17. It is the current in the course of time, and the revolution and aspects of the seasons; it is the fugacity of fleeting moments, and the endless duration of eternity.
18. It is the whiteness of whatever is white, and blackness of all that is black; it is activity in all actions, and it is stern fixity in the doings of destiny.
19. The supreme spirit is quiescent in all that is sedate, and lasting and evanescent in whatever is passing and perishing; and he shows his productiveness in the production of things.
20. He is the childhood of children, and the youth of young men; he shows himself as fading in the decay and decline of beings, and as his extinction in their death and demise.
21. Thus the all pervading soul, is not apart from anything, as the waves and froths of the foaming sea, are no way distinct from its body of waters.
22. These multiformities of things are all unrealities, and taken for true in our ignorance of the unity; which multiplies itself in our imagination, as children create and produce false apparitions from their unsound understandings. (These as they change are not the varied god as it is generally supposed to be, but various workings of the intellect).

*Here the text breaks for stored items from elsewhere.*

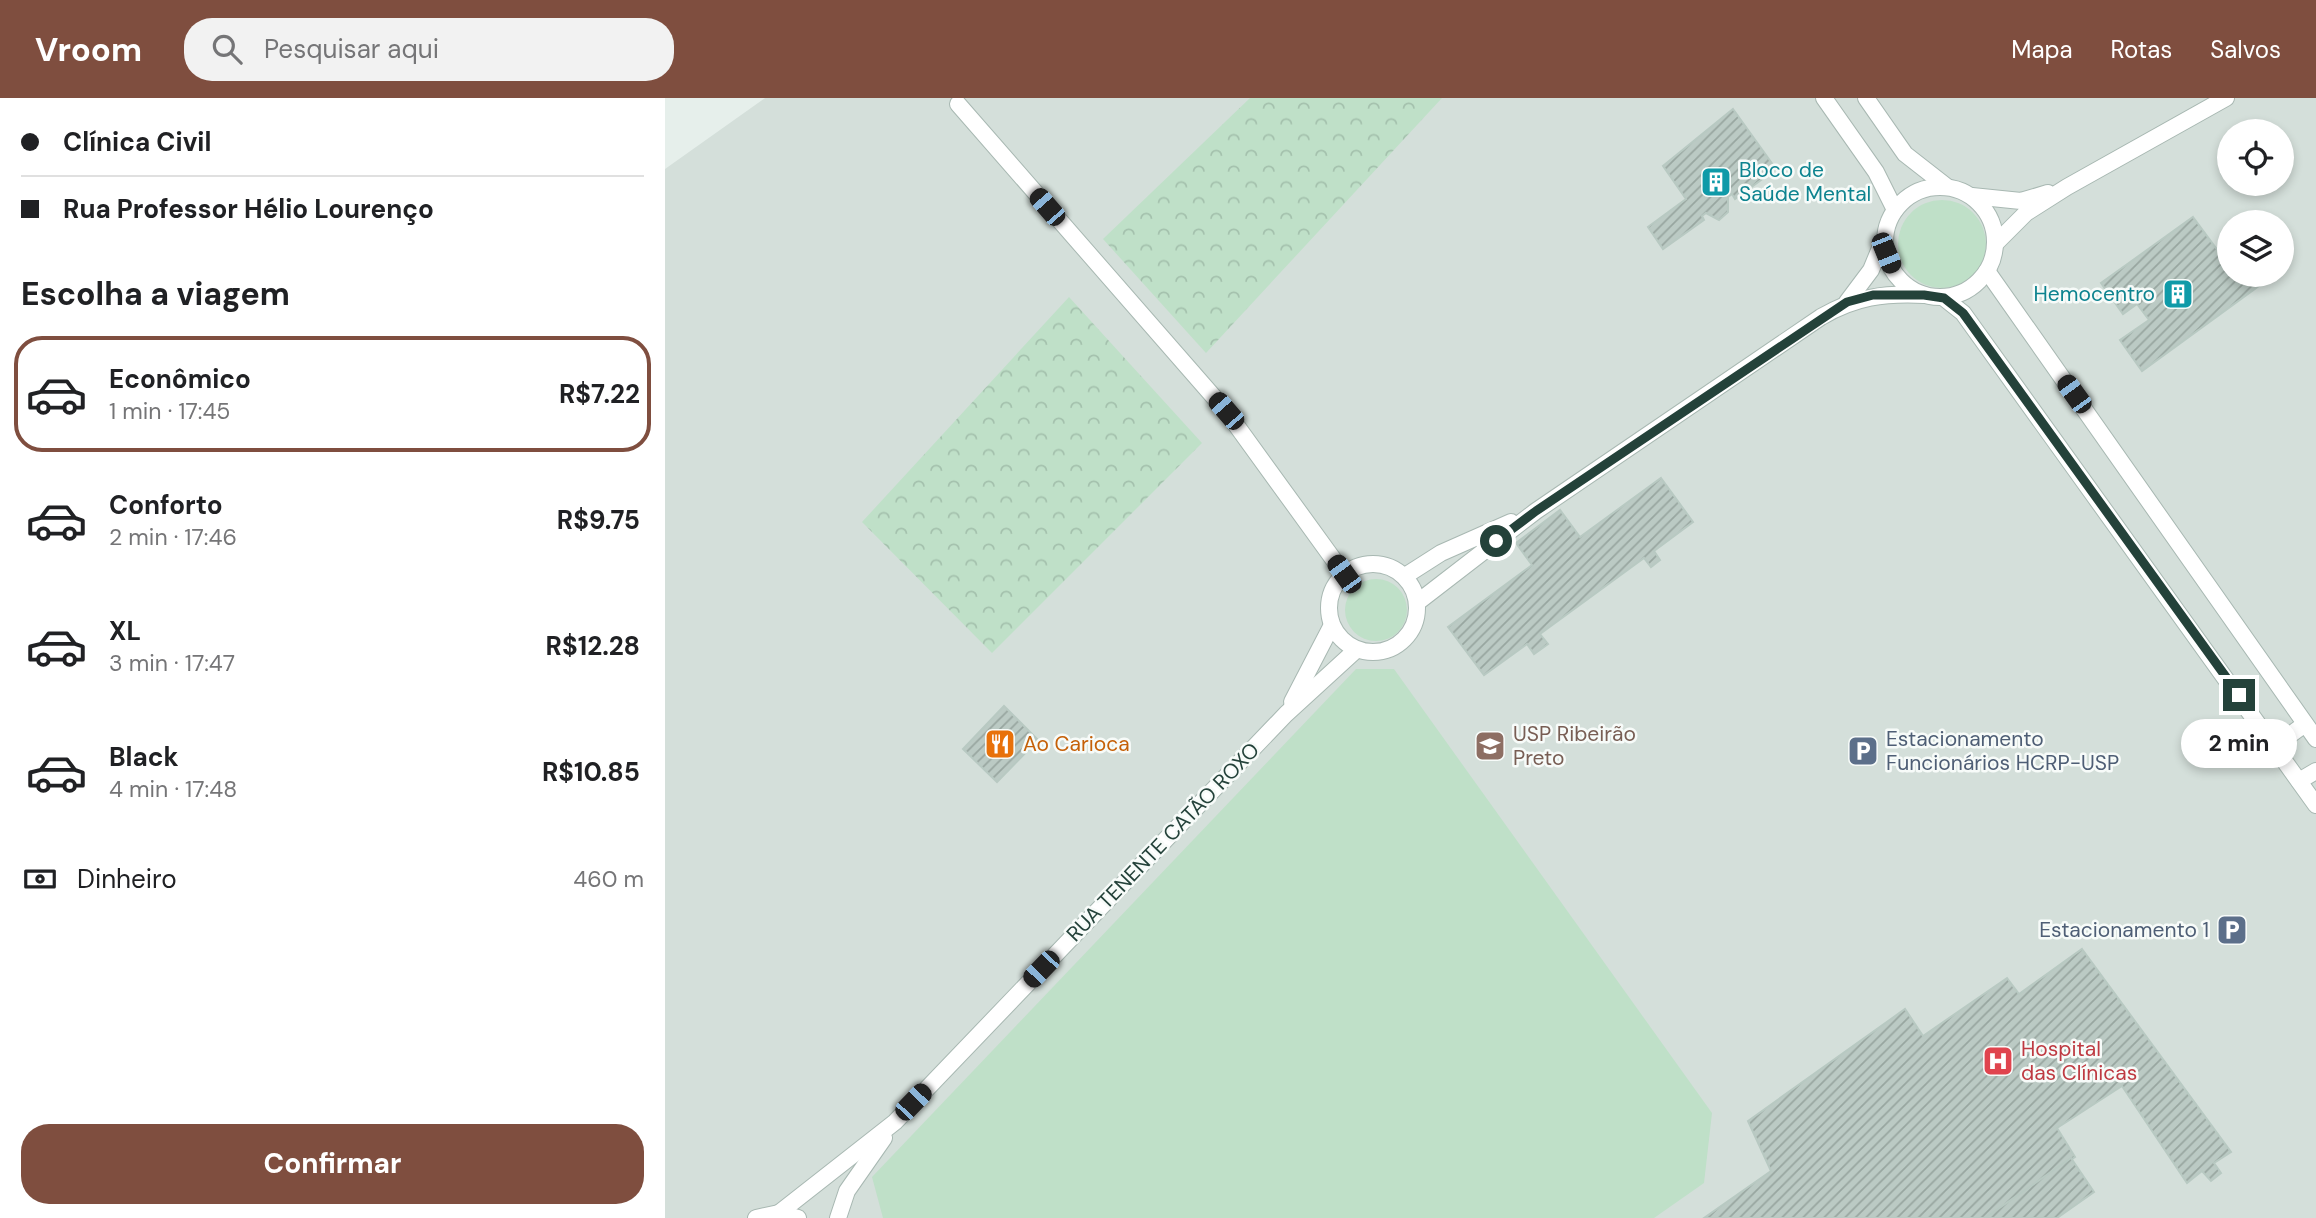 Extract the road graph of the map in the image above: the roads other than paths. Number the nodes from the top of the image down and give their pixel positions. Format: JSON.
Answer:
{"nodes":[{"id":1,"x":1824,"y":98,"type":"edge"},
{"id":2,"x":1866,"y":98,"type":"edge"},
{"id":3,"x":2226,"y":98,"type":"edge"},
{"id":4,"x":954,"y":100,"type":"edge"},
{"id":5,"x":1946,"y":186,"type":"junction"},
{"id":6,"x":2067,"y":187,"type":"junction"},
{"id":7,"x":1972,"y":196,"type":"junction"},
{"id":8,"x":1895,"y":210,"type":"junction"},
{"id":9,"x":1885,"y":233,"type":"junction"},
{"id":10,"x":1996,"y":243,"type":"junction"},
{"id":11,"x":1987,"y":271,"type":"junction"},
{"id":12,"x":1924,"y":295,"type":"junction"},
{"id":13,"x":1944,"y":298,"type":"junction"},
{"id":14,"x":1847,"y":302,"type":"junction"},
{"id":15,"x":1536,"y":511,"type":"junction"},
{"id":16,"x":1344,"y":574,"type":"junction"},
{"id":17,"x":1405,"y":576,"type":"junction"},
{"id":18,"x":1417,"y":602,"type":"junction"},
{"id":19,"x":1332,"y":625,"type":"junction"},
{"id":20,"x":1356,"y":650,"type":"junction"},
{"id":21,"x":1286,"y":714,"type":"junction"},
{"id":22,"x":2305,"y":724,"type":"junction"},
{"id":23,"x":2316,"y":739,"type":"edge"},
{"id":24,"x":2275,"y":747,"type":"junction"},
{"id":25,"x":2316,"y":771,"type":"edge"},
{"id":26,"x":2299,"y":781,"type":"junction"},
{"id":27,"x":2316,"y":804,"type":"edge"},
{"id":28,"x":895,"y":1122,"type":"junction"},
{"id":29,"x":779,"y":1213,"type":"junction"},
{"id":30,"x":756,"y":1218,"type":"edge"},
{"id":31,"x":798,"y":1218,"type":"edge"},
{"id":32,"x":838,"y":1218,"type":"edge"}],
"edges":[{"from":1,"to":8,"type":"street"},
{"from":2,"to":5,"type":"street"},
{"from":3,"to":6,"type":"street"},
{"from":4,"to":16,"type":"street"},
{"from":5,"to":7,"type":"street"},
{"from":5,"to":8,"type":"street"},
{"from":6,"to":7,"type":"street"},
{"from":6,"to":10,"type":"street"},
{"from":7,"to":10,"type":"street"},
{"from":8,"to":9,"type":"street"},
{"from":9,"to":12,"type":"street"},
{"from":9,"to":14,"type":"street"},
{"from":10,"to":11,"type":"street"},
{"from":11,"to":13,"type":"street"},
{"from":11,"to":22,"type":"street"},
{"from":12,"to":13,"type":"street"},
{"from":12,"to":14,"type":"street"},
{"from":13,"to":24,"type":"street"},
{"from":14,"to":15,"type":"street"},
{"from":15,"to":17,"type":"street"},
{"from":15,"to":18,"type":"street"},
{"from":16,"to":17,"type":"street"},
{"from":16,"to":19,"type":"street"},
{"from":17,"to":18,"type":"street"},
{"from":18,"to":20,"type":"street"},
{"from":19,"to":20,"type":"street"},
{"from":19,"to":21,"type":"street","name":"RUA TENENTE CATÃO ROXO"},
{"from":20,"to":21,"type":"street","name":"RUA TENENTE CATÃO ROXO"},
{"from":21,"to":28,"type":"street","name":"RUA TENENTE CATÃO ROXO"},
{"from":22,"to":23,"type":"street"},
{"from":22,"to":24,"type":"street"},
{"from":24,"to":26,"type":"street"},
{"from":25,"to":26,"type":"street"},
{"from":26,"to":27,"type":"street"},
{"from":28,"to":29,"type":"street","name":"RUA TENENTE CATÃO ROXO"},
{"from":28,"to":32,"type":"street","name":"RUA TENENTE CATÃO ROXO"},
{"from":29,"to":30,"type":"street"},
{"from":29,"to":31,"type":"street"}]}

23. It is I, says the lord, that am situated every where, and it is I that pervade the whole; and fill it with all varieties at pleasure; know therefore, O high minded Ráma! that all these varieties are but creatures of imagination in the mind of God, and are thence reflected into the mirror of our minds. Knowing this rest in the calm tranquillity of your soul, and enjoy the undisturbed solace and happiness of your high mind.
24. Válmíki said:—As the sage was saying these things, the day passed away under its evening shade; the sun sank down in its evening devotion, and the assembly broke with mutual salutations to the performance of their eventide ablutions, until they reassembled on the next morning.